С 235 г., когда германскими легионерами был убит Александр Север, последний император из династии Северов, и императором был провозглашен их командующий Максимин Фракиец, начался период калейдоскопических смен правителей, длившийся более полувека. Со слов историка, «после гибели Александра Севера власть захватывали многие императоры, вырывая ее друг у друга; одни из них правили по полгода, другие – по году, самое большее три года». За один 238 г. власть менялась пять раз, и эти императоры-однодневки, естественно, были озабочены лишь тем, как сохранить свою жизнь и подольше удержаться на троне. Их мало интересовали вопросы религии, поэтому преследований христиан со стороны властей в тот период было немного. Правда, в середине III в., сразу же после пышных торжеств 248 г. по случаю тысячелетия Рима (Roma aeterna – вечного Рима, как с тех пор его стали называть), довольно часто стали возникать народные движения против христиан, вызванные кратковременным подъемом языческого духа и сопровождавшиеся кровавыми погромами и разрушениями христианских храмов. Однако и среди императоров этого времени, которым удавалось дольше других удержаться у власти, были жестокие гонители христиан. Так, Максимин Фракиец (235–238 гг.) повелел истребить всех иерархов Церкви как главных распространителей «заразы христианства».
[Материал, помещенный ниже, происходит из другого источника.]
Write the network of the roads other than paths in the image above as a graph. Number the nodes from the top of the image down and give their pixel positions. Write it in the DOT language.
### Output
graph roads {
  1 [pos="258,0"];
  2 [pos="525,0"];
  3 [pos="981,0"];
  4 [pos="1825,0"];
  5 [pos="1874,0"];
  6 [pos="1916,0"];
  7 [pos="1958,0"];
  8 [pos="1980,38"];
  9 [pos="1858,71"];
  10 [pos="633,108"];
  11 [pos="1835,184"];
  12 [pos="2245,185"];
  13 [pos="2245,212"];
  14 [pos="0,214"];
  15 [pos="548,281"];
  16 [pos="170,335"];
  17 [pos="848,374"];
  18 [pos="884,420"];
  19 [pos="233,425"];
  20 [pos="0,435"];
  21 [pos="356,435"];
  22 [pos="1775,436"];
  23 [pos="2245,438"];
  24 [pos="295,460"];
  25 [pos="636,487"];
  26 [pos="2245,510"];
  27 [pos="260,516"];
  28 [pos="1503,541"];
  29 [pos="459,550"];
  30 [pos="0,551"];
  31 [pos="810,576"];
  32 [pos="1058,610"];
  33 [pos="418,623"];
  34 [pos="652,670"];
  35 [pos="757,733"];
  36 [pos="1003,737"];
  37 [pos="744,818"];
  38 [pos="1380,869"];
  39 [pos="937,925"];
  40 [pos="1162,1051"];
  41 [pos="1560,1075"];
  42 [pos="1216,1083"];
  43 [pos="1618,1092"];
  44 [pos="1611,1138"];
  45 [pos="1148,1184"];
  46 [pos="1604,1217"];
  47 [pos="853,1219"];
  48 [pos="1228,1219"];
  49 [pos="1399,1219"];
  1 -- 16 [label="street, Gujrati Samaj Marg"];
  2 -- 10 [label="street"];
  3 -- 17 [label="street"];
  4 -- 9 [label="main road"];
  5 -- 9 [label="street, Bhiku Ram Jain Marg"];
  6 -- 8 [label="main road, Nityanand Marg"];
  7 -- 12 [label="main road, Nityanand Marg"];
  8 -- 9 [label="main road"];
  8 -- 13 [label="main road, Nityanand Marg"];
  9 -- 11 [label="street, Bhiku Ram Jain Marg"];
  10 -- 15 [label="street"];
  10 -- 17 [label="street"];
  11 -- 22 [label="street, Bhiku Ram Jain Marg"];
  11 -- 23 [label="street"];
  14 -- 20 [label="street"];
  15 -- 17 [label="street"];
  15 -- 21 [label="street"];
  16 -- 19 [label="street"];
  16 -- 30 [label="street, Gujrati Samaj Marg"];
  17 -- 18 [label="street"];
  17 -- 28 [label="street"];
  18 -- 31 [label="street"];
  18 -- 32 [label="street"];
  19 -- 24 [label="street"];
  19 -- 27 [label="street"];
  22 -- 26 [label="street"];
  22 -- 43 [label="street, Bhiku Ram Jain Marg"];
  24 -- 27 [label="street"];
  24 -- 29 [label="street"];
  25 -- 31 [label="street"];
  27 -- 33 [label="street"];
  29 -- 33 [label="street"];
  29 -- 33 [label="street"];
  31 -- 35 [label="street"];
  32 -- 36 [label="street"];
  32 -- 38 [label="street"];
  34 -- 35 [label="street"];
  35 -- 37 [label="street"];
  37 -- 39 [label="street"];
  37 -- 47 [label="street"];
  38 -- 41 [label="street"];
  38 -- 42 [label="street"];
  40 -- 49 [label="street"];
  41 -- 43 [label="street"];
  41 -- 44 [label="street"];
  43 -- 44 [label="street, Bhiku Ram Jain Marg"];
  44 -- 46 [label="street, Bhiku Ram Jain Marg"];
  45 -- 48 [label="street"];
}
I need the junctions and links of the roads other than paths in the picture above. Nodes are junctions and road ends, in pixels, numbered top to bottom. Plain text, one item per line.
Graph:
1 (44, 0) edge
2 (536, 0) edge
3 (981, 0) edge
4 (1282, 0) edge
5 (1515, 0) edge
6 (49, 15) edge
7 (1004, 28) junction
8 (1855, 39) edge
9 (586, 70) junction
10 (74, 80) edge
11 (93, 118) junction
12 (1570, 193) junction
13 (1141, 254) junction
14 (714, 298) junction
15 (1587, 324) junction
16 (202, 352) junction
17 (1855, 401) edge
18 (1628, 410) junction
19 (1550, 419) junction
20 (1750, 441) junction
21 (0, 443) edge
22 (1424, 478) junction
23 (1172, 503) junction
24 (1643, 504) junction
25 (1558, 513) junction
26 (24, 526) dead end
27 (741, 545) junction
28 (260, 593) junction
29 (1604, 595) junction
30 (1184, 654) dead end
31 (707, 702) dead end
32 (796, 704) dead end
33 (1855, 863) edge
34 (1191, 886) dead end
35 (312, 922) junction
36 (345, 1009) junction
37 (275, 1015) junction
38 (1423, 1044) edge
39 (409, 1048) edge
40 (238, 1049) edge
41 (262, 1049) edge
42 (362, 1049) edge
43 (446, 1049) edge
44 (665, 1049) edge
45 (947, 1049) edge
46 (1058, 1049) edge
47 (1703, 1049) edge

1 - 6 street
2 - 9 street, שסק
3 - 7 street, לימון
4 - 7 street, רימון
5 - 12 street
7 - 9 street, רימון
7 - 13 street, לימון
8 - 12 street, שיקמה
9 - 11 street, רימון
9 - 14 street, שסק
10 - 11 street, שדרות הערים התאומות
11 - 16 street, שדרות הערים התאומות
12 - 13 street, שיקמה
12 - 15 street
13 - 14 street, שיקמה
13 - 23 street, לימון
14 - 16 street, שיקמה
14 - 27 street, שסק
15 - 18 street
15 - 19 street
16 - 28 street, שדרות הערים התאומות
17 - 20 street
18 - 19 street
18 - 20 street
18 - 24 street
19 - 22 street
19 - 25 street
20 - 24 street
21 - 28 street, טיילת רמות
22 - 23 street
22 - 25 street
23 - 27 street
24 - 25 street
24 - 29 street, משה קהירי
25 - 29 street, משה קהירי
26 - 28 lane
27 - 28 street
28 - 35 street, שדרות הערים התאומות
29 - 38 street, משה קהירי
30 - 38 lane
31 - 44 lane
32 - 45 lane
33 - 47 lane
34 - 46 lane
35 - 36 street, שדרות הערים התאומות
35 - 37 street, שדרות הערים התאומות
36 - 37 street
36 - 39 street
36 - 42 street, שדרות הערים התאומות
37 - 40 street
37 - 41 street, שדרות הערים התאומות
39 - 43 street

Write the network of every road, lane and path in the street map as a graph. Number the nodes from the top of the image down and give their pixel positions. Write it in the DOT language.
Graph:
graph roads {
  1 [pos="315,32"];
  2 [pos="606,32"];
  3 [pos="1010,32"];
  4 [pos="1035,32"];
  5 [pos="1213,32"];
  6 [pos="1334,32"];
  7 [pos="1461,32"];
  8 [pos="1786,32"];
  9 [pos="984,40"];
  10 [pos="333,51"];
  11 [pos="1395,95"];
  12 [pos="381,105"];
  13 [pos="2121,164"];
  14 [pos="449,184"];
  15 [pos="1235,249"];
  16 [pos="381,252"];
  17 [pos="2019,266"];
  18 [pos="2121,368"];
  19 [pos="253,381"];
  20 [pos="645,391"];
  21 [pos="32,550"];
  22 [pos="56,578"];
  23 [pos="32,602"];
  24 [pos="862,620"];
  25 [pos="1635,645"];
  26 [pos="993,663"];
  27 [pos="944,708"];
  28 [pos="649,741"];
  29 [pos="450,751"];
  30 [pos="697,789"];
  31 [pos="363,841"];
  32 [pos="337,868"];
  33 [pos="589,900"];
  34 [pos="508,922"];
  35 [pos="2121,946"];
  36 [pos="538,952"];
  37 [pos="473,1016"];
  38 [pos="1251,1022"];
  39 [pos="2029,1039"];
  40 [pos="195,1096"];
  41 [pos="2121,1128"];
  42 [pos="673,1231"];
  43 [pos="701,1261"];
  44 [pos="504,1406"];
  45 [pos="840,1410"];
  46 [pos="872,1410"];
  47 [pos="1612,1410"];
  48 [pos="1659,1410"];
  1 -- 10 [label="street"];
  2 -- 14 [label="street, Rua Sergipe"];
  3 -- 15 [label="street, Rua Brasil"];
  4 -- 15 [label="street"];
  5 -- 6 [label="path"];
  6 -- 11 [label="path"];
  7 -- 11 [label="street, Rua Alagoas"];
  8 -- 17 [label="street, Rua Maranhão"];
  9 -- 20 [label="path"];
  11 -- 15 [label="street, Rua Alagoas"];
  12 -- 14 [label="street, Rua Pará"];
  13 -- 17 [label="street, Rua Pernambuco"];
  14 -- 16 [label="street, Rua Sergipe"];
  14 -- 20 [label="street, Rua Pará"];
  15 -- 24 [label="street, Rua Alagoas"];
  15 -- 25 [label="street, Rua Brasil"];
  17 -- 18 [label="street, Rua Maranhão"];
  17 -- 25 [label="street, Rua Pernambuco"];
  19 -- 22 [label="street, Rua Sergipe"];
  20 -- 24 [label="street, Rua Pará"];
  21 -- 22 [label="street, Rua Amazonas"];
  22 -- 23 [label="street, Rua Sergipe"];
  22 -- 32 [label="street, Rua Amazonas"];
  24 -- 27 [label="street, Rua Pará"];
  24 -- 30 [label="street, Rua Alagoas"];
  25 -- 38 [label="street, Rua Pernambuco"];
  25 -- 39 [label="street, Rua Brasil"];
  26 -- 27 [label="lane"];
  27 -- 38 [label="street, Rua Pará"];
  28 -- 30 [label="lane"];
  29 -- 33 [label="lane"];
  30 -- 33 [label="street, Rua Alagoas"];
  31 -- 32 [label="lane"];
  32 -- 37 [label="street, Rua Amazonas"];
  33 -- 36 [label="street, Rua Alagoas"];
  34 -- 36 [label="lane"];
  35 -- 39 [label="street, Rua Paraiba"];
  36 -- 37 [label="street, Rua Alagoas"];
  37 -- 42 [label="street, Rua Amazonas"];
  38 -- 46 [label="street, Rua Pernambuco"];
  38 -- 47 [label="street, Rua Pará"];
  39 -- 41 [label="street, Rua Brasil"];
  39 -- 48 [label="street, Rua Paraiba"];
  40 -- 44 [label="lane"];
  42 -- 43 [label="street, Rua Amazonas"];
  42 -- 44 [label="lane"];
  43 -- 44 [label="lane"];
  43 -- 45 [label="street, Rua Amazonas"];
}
Новый поворот в политике властей по отношению к христианам, знаменовавший их стремлений вовсе искоренить христианство как религию, был начат в правление Декия (249–251 гг.). Он издал эдикт, согласно которому по всей империи создавалось множество комиссий, состоявших из пяти человек и призванных находить христиан и беспощадно уничтожать их пастырей. Св. Киприан назвал поэтому Декия «врагом священников Божиих». Привлеченным к ответу, но исполнявшим ритуальные церемонии перед языческими богами, выдавались удостоверения, «Libelli». Вот текст одного из них: «В первый год самодержца Кесаря Гая Квинта Траяна Декия, благочестивого, почитаемого, некий Аврелий Диоген вкушал вместе с нами, что и удостоверяем». Такие удостоверения получали не только изменившие вере христиане, но и язычники, подозреваемые в причастности к христианству. Эти два года правления Декия принесли мученическую смерть многим верующим, в том числе значительной части епископов. Следующая попытка уничтожить христианство как религию была предпринята при императоре Валериане (253–259 гг.), который в 257 г. издал указ, строжайшим образом запрещающий любые богослужебные собрания и требующий для представителей церковного клира мучительных пыток и смерти: «Епископов, пресвитеров и диаконов забирать под стражу и казнить мечом; сенаторов, высокопоставленных лиц и всадников римских лишать достоинств и отбирать у них имущество, а если они и после этого останутся твердыми в христианстве, то отсекать им головы». Существенные послабления для христиан были предприняты при сыне Валериана императоре Галлиене. Он возвратил им места для совершения богослужений и издал эдикт, предоставляющий христианам ряд привилегий – этот эдикт во многом предвосхитил Миланский эдикт Константина Великого. Галлиен был дружен с создателем неоплатонической философии Плотином, сам писал стихи и обладал ораторским даром. Однако императором он был плохим – в последние годы правления, как утверждают историки, «его сердце зачерствело от наслаждений… Галлиен растрачивал дни и ночи на пьянство и разврат, а в это время почти тридцать тиранов при его попустительстве опустошали империю. Он устраивал спальни из роз, строил укрепления из фруктов и покрывал золотыми скатертями столы». Галлиен был убит в результате заговора в 268 г.; следовавшие за ним императоры относились к христианству достаточно терпимо, вернее равнодушно, пока в 284 г. к власти не пришел далматинец Диокл, назвавший себя на римский лад Диоклетианом.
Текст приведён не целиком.